You claim that Greek yoghurt is "a definitive name to describe that type of strained yoghurt". Do you have any evidence of this, especially since FAGE itself uses the tradename "TOTAL Greek yoghurt" for products with fat contents from 0-10%.

In the end, as far as I can tell, "Greek yoghurt" is simply a marketing name. And I would certainly agree with your implication that the article on labneh (just the Arabic name for strained yoghurt) should be merged into yoghurt. As far as I can tell (though I have less practical experience with them), so should dahi and dadiah. --Macrakis 22:35, 28 June 2007 (UTC)
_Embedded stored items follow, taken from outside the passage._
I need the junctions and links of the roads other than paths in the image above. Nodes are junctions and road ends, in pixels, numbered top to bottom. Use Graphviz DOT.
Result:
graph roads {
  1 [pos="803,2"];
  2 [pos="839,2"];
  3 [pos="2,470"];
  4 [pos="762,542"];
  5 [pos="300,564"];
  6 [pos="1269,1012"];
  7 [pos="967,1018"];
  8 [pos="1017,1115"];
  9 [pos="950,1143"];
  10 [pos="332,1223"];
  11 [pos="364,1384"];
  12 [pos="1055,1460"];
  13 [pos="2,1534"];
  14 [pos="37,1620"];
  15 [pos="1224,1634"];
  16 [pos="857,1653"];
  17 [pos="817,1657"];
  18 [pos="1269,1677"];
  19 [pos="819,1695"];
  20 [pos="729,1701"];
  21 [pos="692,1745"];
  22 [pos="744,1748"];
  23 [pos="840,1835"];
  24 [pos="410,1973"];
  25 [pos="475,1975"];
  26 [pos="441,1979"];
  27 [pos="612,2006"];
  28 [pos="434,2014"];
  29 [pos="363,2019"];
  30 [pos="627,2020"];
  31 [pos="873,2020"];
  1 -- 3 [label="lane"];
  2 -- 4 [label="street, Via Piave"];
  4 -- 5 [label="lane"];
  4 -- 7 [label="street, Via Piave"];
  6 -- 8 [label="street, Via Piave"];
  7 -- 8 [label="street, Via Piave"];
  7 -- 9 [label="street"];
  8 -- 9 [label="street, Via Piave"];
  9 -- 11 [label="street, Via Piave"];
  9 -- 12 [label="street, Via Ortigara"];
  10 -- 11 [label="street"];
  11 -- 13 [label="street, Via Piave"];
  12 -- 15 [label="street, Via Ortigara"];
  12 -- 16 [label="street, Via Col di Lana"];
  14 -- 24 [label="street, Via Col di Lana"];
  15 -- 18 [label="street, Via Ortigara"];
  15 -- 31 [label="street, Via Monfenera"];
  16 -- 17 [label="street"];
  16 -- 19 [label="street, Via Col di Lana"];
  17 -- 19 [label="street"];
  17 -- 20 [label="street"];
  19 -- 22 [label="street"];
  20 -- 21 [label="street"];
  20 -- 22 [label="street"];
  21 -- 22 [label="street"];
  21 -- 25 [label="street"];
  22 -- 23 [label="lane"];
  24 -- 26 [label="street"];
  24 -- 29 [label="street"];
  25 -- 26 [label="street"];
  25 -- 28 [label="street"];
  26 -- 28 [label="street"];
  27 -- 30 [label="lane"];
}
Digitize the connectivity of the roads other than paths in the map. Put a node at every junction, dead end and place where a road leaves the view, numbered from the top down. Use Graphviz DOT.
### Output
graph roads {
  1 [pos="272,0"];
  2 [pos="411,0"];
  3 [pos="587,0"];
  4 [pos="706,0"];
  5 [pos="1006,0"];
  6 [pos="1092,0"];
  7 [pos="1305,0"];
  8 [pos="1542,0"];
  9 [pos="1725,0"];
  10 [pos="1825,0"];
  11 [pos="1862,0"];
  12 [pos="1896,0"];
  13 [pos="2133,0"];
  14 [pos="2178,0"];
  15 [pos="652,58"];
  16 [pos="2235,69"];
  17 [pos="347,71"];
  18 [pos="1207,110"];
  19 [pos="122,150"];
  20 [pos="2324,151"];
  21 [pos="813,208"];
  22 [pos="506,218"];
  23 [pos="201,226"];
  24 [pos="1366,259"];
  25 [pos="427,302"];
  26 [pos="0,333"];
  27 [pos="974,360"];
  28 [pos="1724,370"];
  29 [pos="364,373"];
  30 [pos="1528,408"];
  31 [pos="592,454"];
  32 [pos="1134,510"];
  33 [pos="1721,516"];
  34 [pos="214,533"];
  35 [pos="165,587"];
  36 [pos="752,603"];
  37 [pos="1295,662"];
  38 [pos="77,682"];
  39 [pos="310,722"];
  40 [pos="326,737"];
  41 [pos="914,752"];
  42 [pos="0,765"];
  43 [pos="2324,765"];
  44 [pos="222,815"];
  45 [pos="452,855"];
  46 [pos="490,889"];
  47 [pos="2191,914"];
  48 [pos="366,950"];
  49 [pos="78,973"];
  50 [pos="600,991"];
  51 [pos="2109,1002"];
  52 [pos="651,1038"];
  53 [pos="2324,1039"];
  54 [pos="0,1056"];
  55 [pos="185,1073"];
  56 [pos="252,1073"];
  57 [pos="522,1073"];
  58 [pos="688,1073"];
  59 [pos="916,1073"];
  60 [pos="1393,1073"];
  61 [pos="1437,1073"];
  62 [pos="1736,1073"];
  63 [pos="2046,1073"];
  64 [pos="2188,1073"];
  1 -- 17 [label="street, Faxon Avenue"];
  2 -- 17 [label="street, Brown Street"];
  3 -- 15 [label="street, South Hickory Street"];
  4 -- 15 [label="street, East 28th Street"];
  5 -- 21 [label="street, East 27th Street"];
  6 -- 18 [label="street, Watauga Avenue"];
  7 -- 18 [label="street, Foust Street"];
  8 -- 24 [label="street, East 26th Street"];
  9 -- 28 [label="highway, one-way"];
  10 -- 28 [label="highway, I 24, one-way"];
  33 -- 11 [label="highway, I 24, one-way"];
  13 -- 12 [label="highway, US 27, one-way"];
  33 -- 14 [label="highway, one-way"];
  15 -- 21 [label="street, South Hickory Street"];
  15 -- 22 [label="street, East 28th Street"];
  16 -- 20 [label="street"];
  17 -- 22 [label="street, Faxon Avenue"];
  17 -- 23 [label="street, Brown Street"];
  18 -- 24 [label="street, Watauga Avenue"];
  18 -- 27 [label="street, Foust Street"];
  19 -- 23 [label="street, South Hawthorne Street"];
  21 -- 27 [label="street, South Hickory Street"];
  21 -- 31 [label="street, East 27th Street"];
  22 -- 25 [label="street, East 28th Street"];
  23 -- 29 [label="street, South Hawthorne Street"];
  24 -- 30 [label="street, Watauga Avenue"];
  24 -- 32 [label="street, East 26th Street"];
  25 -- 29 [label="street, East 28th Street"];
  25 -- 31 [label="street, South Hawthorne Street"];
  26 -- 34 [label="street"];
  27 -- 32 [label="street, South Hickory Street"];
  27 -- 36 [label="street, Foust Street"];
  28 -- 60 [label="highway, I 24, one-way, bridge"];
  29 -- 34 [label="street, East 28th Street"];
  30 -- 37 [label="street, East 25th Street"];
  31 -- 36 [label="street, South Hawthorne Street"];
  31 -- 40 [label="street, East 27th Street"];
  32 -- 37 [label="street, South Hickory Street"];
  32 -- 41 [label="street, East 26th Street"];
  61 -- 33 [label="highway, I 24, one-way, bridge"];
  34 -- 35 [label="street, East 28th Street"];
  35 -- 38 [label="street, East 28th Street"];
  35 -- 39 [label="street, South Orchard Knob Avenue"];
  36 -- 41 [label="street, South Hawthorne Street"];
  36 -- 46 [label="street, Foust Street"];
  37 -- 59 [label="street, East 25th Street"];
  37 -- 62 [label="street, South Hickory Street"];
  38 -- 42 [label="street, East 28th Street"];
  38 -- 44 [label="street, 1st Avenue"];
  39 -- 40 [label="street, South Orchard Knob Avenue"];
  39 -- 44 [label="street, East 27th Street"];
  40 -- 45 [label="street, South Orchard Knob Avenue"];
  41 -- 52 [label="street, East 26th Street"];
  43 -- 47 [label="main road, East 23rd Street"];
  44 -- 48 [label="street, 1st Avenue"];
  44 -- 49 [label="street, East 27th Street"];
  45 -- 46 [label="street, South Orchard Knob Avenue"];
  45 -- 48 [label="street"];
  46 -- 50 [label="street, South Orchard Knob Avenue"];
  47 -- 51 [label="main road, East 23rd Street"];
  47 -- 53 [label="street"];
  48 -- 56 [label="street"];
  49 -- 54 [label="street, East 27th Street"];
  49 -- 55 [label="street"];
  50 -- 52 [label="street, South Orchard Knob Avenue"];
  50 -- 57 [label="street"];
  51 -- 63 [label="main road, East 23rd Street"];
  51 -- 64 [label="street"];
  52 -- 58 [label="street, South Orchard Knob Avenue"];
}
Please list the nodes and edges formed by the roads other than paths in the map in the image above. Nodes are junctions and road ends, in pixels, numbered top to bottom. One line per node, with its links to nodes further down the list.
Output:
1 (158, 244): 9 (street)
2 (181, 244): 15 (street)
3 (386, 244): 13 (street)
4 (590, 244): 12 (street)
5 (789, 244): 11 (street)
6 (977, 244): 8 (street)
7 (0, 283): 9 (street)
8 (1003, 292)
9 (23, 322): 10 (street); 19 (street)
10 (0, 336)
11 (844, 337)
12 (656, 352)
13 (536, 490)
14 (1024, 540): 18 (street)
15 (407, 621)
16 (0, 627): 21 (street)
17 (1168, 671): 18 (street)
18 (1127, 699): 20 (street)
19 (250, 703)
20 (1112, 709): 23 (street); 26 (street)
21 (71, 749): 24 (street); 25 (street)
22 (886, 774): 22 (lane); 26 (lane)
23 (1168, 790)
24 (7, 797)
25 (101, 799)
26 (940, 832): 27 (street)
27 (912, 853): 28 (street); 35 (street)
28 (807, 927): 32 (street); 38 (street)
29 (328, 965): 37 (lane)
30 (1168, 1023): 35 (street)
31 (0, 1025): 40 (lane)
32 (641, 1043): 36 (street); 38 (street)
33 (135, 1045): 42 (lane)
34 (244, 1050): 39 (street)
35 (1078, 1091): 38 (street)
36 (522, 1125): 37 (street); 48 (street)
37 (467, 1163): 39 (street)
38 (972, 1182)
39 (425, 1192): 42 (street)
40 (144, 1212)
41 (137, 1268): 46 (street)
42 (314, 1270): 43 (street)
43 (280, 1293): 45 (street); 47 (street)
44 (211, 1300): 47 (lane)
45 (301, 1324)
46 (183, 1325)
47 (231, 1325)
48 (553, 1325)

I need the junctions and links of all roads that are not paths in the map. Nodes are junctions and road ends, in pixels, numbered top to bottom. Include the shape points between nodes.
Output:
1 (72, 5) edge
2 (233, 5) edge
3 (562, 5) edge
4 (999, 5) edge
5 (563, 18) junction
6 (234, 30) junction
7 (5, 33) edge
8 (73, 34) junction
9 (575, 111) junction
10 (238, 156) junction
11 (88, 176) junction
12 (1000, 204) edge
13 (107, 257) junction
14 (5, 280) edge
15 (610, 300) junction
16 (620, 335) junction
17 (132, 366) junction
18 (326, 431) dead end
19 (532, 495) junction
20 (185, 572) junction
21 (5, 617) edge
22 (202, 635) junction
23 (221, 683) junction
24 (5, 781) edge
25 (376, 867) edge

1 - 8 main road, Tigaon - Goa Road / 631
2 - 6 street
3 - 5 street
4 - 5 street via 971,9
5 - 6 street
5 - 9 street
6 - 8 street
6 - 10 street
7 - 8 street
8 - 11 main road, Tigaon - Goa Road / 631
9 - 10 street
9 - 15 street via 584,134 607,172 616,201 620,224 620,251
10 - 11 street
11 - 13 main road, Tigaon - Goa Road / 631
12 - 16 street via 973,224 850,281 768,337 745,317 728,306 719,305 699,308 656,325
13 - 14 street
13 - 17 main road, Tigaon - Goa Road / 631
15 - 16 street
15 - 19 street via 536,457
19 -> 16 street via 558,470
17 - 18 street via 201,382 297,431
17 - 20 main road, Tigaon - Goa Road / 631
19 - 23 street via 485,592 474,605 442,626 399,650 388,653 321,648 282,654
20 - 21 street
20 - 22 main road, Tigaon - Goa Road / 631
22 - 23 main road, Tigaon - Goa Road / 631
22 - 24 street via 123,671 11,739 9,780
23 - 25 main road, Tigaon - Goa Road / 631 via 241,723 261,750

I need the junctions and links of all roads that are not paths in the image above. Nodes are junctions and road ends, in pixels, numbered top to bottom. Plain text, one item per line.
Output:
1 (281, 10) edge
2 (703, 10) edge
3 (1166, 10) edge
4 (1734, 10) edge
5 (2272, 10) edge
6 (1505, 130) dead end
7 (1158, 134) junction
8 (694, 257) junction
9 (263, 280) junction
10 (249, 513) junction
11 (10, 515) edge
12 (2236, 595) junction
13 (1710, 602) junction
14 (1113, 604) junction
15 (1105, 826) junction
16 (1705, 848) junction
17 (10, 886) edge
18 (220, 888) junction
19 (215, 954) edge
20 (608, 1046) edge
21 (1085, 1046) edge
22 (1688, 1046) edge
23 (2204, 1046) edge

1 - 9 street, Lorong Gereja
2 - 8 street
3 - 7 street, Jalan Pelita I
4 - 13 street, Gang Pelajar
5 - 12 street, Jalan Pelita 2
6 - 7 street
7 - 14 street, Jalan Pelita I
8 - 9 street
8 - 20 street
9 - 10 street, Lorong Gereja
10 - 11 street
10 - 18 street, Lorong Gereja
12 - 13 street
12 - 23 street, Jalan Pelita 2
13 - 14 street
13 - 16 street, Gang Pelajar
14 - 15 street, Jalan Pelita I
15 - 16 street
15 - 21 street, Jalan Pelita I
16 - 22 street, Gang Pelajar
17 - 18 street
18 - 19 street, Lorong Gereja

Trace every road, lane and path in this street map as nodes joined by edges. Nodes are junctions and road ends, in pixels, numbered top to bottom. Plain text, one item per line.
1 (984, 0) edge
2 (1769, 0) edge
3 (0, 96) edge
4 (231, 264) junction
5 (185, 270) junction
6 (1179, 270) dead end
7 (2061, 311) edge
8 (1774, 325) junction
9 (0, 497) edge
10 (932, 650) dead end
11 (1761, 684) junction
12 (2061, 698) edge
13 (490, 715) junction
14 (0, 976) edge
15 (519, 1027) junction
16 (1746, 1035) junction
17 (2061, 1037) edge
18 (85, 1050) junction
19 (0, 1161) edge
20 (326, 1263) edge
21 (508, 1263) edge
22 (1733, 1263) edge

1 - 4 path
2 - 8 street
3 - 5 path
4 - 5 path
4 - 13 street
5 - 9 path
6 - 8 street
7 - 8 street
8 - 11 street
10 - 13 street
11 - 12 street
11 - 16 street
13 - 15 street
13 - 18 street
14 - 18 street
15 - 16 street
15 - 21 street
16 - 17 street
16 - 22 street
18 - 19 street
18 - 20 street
  • It is defintely not a marketing name. Although fairly unknown in the US, Greek yoghurt is a completely separate product in Europe - you will find hundreds of recipes calling for it rather than "ordinary" yoghurt. It is definitely the case that it refers to a separate recipe - companies are not allowed sell "Greek yoghurt" unless it is made in the traditional way - it has to be called "Greek-style", as the article says.
What evidence do you have of this? The EU page on Greek PDOs does not mention any kind of yoghurt; indeed, the term "Greek yoghurt/yogurt" doesn't appear on the europa.eu site at all. FAGE itself calls TOTAL 10% 'strained' yoghurt, and their page on kinds of yoghurt doesn't use the term "Greek yoghurt". Anyway, it would seem peculiar to give a PDO for an industrially-made product which FAGE invented in 1975 and which makes no claim to use geographically-restricted and traditional ingredients (e.g. ewe's milk from some particular region); FAGE in fact boasts that it uses milk from all across Greece.[1]
The nutrition info on the sites the current article points to contradicts the idea that it is a "separate recipe" -- the Australian Greek Yoghurt contains 12% sugar, whereas FAGE yoghurt contains no added sugar.
  • The important difference is mainly in cooking, where the manufacture is very important. To get an idea of this, look at Google (which is mainly composed of recipes) - "Greek yoghurt" gets 65,000 hits, and "Greek yogurt" another 107,000. The fact that Fage manufactures different types is fairly irrelevant, I think - they are merely capitalising on the marketing of the main product. If anything, labneh and dahi should probably be merged into Greek yoghurt, rather than the main article. EliminatorJR Talk 00:02, 29 June 2007 (UTC)
Yes, many people use "Greek yoghurt" when they really mean strained yoghurt, which indeed has different cooking characteristics from unstrained yoghurt; or maybe they mean FAGE's TOTAL 10% in particular. And anyway, the fact that many pages mention "Greek yoghurt" is no more probative than the fact that 102,000 sites mention "Italian olive oil" and 73,000 mention "Russian caviar". This is quite different from, say, "Kalamata olives", which do have a PDO.
As for the suggestion that labneh and dahi should be merged in, I agree that WP policy calls for English names, and therefore that labneh should be in the same article as other strained yoghurts (though some varieties of labneh are much drier), and dahi in the same article as regular yoghurt.
On the other hand, the name "Greek yoghurt" is both incorrect and non-neutral. If there is to be a separate article for strained yoghurt (I have no particular objections to that if there is enough material), the name should be neutral. Even FAGE itself uses the generic name "strained yoghurt": "Total [is] in the position of first preference for strained yoghurt"[2]; TOTAL is a "delicious Greek strained yogurt with cream, exclusively created by FAGE".[3]
In conclusion, "Greek yoghurt" does not denote a particular kind of yoghurt even by the evidence of the largest Greek producer of yoghurt. Strained yoghurt may well deserve its own article, and should cover labneh as well. --Macrakis 14:42, 29 June 2007 (UTC)
The idea of merging all the strained types into a separate article is a good one, it could be linked from the main Yoghurt article, and will have the advantage of making that article more compact. Since the "common name" in Europe is Greek yoghurt, a redirect from there to Strained yoghurt wil suffice. In fact, I'll be WP:BOLD and do that sometime this weekend. EliminatorJR Talk 10:26, 30 June 2007 (UTC)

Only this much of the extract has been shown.